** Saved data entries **
○ ○ ○ ○ ○ ○ ○
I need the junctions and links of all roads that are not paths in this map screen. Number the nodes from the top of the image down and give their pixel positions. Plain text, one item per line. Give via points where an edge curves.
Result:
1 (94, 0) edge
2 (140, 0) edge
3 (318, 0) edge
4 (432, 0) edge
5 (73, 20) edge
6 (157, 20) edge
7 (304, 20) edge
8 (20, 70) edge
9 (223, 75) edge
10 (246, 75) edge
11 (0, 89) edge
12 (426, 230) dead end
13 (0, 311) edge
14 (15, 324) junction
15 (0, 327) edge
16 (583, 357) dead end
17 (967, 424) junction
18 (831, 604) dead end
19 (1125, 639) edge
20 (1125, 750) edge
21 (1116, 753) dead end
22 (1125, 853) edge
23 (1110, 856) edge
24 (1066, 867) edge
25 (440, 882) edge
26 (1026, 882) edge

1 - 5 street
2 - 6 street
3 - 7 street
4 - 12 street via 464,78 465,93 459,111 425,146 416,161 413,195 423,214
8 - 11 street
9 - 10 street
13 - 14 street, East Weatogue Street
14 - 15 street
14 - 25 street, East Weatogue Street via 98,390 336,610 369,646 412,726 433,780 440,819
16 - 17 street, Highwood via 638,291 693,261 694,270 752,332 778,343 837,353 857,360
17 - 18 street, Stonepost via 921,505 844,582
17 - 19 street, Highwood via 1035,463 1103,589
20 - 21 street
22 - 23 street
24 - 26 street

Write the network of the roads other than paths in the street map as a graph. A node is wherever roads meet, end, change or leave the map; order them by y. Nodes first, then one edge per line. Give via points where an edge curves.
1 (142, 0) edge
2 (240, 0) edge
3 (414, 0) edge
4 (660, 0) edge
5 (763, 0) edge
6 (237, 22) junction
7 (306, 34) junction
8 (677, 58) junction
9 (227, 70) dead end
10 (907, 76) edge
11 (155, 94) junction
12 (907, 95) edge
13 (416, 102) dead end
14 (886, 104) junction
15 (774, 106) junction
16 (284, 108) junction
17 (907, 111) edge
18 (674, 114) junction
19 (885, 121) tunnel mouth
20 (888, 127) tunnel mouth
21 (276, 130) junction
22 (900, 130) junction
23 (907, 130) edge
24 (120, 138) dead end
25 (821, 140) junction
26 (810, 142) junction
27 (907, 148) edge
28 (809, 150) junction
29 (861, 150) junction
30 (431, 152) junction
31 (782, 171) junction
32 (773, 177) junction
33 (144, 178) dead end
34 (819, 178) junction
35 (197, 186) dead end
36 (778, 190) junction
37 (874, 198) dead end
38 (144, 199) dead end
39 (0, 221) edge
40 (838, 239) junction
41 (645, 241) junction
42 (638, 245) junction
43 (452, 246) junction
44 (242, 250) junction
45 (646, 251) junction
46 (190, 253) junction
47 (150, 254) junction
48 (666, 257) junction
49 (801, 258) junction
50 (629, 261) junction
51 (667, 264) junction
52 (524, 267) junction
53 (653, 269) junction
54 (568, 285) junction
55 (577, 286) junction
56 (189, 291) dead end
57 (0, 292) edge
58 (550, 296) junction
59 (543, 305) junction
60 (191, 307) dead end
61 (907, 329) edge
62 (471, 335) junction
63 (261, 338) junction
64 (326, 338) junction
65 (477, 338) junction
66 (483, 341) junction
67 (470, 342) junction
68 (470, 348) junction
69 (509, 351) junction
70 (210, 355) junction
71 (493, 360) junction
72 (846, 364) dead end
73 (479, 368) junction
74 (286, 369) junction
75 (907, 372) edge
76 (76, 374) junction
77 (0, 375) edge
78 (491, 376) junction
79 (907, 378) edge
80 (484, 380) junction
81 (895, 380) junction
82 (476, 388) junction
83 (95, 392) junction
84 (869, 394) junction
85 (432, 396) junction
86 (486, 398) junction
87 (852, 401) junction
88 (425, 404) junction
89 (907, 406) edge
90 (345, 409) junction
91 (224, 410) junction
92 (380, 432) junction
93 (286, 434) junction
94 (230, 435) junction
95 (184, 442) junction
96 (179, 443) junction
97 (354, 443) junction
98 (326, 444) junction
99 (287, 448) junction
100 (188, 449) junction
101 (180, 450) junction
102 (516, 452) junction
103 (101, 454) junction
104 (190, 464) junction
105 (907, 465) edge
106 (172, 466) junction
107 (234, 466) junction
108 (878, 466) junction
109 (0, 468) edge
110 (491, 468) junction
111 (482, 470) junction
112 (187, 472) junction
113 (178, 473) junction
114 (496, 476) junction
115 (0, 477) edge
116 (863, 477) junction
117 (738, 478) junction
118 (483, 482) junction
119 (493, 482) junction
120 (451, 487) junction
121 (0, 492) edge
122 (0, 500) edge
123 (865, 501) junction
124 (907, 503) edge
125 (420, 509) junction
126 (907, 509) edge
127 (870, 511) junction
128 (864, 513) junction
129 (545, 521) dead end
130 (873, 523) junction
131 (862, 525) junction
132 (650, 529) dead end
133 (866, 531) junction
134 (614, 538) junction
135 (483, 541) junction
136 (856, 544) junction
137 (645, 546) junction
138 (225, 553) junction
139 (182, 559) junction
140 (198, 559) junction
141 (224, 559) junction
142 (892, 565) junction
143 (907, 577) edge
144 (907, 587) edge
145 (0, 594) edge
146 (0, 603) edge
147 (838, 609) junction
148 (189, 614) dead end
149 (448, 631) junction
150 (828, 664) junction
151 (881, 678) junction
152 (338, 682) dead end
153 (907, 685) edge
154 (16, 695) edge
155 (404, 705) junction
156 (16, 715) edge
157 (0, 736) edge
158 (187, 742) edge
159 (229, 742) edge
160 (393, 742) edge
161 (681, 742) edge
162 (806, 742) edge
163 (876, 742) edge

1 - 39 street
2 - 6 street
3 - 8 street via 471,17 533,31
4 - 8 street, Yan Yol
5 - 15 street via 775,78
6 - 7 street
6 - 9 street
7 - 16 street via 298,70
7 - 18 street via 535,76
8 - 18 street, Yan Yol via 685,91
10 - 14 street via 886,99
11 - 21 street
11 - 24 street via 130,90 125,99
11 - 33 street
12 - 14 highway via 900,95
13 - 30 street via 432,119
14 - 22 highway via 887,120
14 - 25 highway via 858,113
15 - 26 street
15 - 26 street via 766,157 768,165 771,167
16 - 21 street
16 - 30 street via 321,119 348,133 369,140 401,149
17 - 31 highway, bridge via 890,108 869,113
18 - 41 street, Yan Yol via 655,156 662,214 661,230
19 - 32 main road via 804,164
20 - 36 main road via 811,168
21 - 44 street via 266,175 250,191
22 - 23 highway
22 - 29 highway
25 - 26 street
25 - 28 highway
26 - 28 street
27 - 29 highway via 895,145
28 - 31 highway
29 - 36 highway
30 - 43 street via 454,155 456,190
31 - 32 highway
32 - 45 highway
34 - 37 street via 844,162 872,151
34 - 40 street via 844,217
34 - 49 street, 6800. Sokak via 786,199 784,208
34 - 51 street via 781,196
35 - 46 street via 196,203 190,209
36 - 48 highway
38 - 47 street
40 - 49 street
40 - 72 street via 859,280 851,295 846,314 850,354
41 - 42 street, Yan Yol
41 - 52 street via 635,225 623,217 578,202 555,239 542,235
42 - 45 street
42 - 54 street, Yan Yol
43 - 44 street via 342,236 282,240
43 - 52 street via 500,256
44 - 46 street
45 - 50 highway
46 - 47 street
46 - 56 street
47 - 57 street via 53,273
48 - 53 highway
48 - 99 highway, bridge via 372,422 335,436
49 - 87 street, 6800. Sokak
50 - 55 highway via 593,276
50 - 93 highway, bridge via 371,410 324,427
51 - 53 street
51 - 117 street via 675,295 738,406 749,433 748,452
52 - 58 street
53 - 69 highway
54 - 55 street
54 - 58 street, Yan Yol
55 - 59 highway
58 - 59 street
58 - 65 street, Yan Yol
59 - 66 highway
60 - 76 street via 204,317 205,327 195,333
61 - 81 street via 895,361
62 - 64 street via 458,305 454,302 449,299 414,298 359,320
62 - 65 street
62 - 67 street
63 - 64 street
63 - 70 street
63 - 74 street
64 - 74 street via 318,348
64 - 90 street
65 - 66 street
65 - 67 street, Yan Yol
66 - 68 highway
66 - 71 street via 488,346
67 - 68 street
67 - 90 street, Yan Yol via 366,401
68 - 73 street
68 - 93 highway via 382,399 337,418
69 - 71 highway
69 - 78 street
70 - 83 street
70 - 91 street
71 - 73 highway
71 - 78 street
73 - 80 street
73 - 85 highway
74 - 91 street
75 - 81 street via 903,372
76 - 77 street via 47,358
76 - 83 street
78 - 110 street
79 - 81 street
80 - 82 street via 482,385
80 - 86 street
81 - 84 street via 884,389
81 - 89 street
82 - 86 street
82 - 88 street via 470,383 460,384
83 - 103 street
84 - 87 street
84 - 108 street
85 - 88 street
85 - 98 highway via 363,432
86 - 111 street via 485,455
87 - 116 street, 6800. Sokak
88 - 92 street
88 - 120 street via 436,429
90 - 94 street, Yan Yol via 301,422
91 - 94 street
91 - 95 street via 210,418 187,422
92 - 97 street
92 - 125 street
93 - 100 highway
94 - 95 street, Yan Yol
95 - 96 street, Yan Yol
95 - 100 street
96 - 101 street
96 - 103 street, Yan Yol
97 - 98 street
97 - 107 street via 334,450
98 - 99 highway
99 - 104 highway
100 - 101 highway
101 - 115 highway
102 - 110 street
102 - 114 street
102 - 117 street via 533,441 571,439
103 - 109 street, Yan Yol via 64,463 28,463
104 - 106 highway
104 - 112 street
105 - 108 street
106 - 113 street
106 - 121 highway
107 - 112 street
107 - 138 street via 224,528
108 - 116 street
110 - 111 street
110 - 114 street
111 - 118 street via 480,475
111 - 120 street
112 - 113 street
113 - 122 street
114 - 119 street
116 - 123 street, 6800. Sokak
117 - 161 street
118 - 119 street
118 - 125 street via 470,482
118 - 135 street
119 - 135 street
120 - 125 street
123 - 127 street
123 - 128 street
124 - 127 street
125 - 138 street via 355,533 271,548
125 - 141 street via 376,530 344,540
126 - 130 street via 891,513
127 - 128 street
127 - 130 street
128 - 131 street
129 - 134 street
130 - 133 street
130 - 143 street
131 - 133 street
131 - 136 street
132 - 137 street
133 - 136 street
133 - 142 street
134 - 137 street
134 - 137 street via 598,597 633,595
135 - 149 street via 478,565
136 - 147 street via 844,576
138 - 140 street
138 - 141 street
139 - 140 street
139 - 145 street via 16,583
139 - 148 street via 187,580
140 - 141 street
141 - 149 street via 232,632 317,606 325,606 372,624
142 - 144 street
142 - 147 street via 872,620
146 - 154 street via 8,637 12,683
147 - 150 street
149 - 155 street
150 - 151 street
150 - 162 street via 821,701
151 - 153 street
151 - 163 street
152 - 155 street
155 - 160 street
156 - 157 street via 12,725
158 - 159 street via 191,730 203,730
○ ○ ○ ○ ○ ○ ○
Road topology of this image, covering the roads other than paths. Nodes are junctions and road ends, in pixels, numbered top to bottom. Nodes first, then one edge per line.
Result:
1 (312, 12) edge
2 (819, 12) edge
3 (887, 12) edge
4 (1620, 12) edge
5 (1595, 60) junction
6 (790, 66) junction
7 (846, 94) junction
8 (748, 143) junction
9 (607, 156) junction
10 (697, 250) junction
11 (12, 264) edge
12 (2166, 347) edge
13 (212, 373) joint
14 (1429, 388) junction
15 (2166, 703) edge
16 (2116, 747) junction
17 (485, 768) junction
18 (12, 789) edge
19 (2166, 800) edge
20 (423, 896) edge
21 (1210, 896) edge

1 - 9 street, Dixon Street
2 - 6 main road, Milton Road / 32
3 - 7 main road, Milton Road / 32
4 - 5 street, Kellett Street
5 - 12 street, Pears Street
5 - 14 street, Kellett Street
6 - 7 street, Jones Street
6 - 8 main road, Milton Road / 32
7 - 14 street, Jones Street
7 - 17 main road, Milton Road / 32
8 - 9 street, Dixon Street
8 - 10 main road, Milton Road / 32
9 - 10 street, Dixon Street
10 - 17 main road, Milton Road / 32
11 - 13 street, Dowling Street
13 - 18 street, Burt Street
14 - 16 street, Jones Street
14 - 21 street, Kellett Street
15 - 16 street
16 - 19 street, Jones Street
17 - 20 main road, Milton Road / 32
○ ○ ○ ○ ○ ○ ○
** What you are asked to do **
Among the lines above, find those with the word "junctions". Copy them.

** Answer space **
I need the junctions and links of all roads that are not paths in this map screen. Number the nodes from the top of the image down and give their pixel positions. Plain text, one item per line. Give via points where an edge curves.
Road topology of this image, covering the roads other than paths. Nodes are junctions and road ends, in pixels, numbered top to bottom. Nodes first, then one edge per line.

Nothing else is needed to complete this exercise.